EXERCISE AIM – An exact copy of every record below is required, with the pictures left out.

DATA FOR REVIEW –
________________________________________
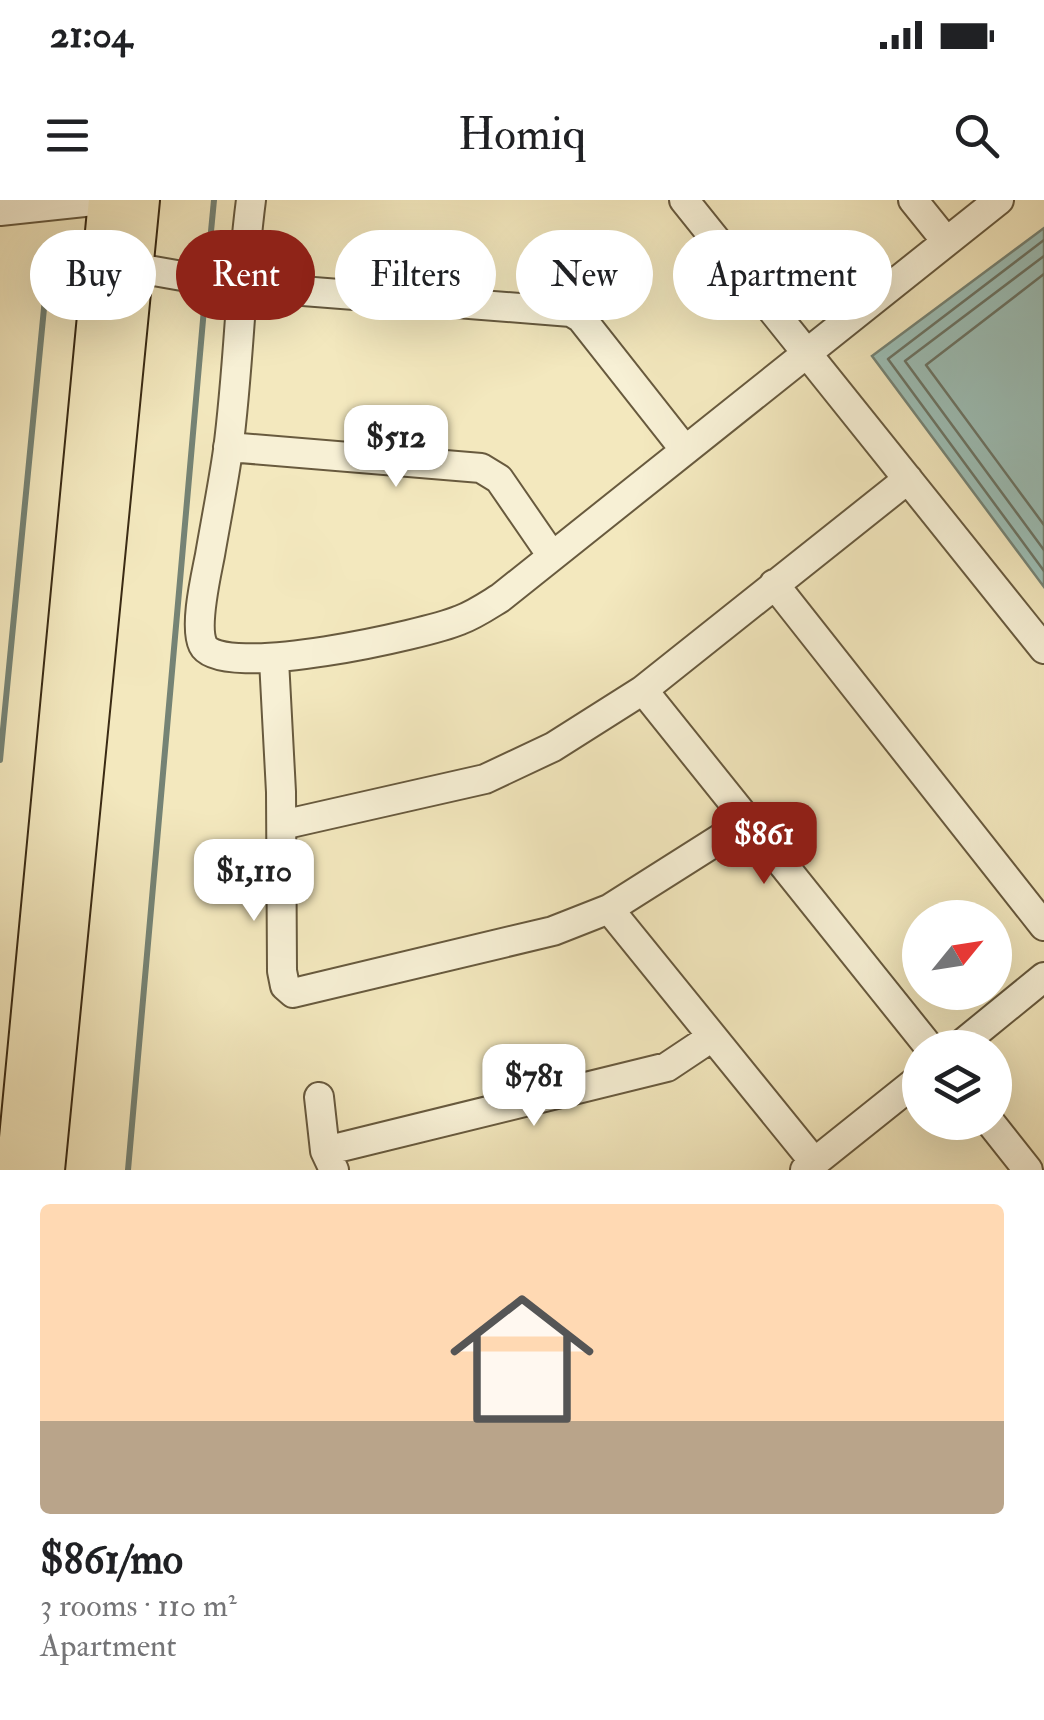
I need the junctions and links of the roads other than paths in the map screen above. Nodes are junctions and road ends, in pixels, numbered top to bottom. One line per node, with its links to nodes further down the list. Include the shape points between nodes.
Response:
1 (106, 200): 7 (street); 31 (main road)
2 (140, 200): 8 (main road)
3 (251, 200): 9 (street)
4 (684, 200): 14 (street)
5 (912, 200): 10 (street)
6 (999, 200): 10 (street)
7 (0, 211)
8 (136, 230)
9 (247, 230)
10 (946, 242): 14 (street)
11 (315, 292): 16 (street, via 572,312)
12 (126, 320): 38 (main road)
13 (237, 320): 15 (street)
14 (806, 354): 16 (street); 17 (street)
15 (228, 447): 18 (street, via 480,468 499,479); 21 (street, via 204,586 204,647 223,659)
16 (685, 450): 18 (street)
17 (908, 478): 19 (street); 20 (street)
18 (552, 556): 21 (street, via 459,621)
19 (774, 584): 22 (street); 26 (street)
20 (1044, 649)
21 (274, 660): 24 (street)
22 (643, 690): 23 (street); 24 (street, via 553,747 485,779)
23 (748, 821): 25 (street); 28 (street)
24 (282, 825): 25 (street, via 282,971 293,994 553,931)
25 (609, 909): 30 (street)
26 (1044, 926)
27 (1044, 977): 29 (street)
28 (916, 1030)
29 (979, 1030)
30 (712, 1037): 35 (street, via 667,1067); 36 (street)
31 (8, 1063): 37 (main road)
32 (902, 1093): 36 (street)
33 (319, 1098): 35 (street)
34 (1004, 1140): 39 (street)
35 (329, 1160)
36 (810, 1167)
37 (16, 1170)
38 (44, 1170)
39 (1028, 1170)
________________________________________
EXERCISE ANSWER –
I need the junctions and links of the roads other than paths in the map screen above. Nodes are junctions and road ends, in pixels, numbered top to bottom. One line per node, with its links to nodes further down the list. Include the shape points between nodes.
Response:
1 (106, 200): 7 (street); 31 (main road)
2 (140, 200): 8 (main road)
3 (251, 200): 9 (street)
4 (684, 200): 14 (street)
5 (912, 200): 10 (street)
6 (999, 200): 10 (street)
7 (0, 211)
8 (136, 230)
9 (247, 230)
10 (946, 242): 14 (street)
11 (315, 292): 16 (street, via 572,312)
12 (126, 320): 38 (main road)
13 (237, 320): 15 (street)
14 (806, 354): 16 (street); 17 (street)
15 (228, 447): 18 (street, via 480,468 499,479); 21 (street, via 204,586 204,647 223,659)
16 (685, 450): 18 (street)
17 (908, 478): 19 (street); 20 (street)
18 (552, 556): 21 (street, via 459,621)
19 (774, 584): 22 (street); 26 (street)
20 (1044, 649)
21 (274, 660): 24 (street)
22 (643, 690): 23 (street); 24 (street, via 553,747 485,779)
23 (748, 821): 25 (street); 28 (street)
24 (282, 825): 25 (street, via 282,971 293,994 553,931)
25 (609, 909): 30 (street)
26 (1044, 926)
27 (1044, 977): 29 (street)
28 (916, 1030)
29 (979, 1030)
30 (712, 1037): 35 (street, via 667,1067); 36 (street)
31 (8, 1063): 37 (main road)
32 (902, 1093): 36 (street)
33 (319, 1098): 35 (street)
34 (1004, 1140): 39 (street)
35 (329, 1160)
36 (810, 1167)
37 (16, 1170)
38 (44, 1170)
39 (1028, 1170)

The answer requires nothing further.